PROBLEM REQUIREMENTS
Work through the data and say how many lines contain "Lincoln". The number alone is the answer.

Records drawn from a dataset
....

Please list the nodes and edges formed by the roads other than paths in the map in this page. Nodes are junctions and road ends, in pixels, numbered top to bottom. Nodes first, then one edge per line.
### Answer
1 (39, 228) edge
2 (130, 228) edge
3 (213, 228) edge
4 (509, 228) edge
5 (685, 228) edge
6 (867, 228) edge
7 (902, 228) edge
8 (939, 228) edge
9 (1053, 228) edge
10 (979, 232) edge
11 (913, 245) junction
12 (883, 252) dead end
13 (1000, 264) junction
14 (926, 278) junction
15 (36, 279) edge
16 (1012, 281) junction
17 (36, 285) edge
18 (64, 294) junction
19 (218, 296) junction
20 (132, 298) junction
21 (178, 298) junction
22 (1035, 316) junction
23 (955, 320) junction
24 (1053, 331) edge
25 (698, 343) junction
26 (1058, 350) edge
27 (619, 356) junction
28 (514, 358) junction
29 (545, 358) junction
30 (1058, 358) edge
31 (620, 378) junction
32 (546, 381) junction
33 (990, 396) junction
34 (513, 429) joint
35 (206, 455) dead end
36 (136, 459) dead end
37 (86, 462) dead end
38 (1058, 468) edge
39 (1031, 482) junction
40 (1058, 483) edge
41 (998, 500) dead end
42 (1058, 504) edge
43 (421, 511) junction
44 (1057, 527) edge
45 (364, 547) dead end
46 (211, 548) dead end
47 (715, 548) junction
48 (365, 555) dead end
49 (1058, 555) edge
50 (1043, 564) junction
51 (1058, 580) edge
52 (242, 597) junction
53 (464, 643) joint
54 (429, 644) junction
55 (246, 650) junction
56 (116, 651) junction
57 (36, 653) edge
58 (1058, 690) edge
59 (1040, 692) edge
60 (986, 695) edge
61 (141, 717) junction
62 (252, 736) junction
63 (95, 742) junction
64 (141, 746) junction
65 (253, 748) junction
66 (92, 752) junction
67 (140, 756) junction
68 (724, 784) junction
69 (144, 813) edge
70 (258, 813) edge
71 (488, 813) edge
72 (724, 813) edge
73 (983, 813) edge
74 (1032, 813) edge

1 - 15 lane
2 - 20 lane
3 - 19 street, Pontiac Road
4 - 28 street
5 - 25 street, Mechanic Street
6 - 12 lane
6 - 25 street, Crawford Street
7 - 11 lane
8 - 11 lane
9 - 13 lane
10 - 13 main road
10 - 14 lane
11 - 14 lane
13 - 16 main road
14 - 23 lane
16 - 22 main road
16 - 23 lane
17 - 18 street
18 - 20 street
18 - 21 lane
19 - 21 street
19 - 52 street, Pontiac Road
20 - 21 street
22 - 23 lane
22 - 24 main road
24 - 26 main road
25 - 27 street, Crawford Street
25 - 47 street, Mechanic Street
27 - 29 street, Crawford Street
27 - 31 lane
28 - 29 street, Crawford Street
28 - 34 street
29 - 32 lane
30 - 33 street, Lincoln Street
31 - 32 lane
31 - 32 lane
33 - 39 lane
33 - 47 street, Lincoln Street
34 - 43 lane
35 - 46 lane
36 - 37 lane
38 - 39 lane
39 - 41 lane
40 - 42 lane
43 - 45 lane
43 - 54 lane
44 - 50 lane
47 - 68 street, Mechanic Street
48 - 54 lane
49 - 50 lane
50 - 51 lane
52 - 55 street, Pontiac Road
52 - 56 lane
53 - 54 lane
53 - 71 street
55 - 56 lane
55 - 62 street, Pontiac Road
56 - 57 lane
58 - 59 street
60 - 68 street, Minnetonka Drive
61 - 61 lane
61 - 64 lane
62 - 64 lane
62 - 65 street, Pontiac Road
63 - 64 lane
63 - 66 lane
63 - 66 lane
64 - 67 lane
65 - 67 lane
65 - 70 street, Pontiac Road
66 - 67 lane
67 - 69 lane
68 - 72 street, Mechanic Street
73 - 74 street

....

EXERCISE SOLUTION
2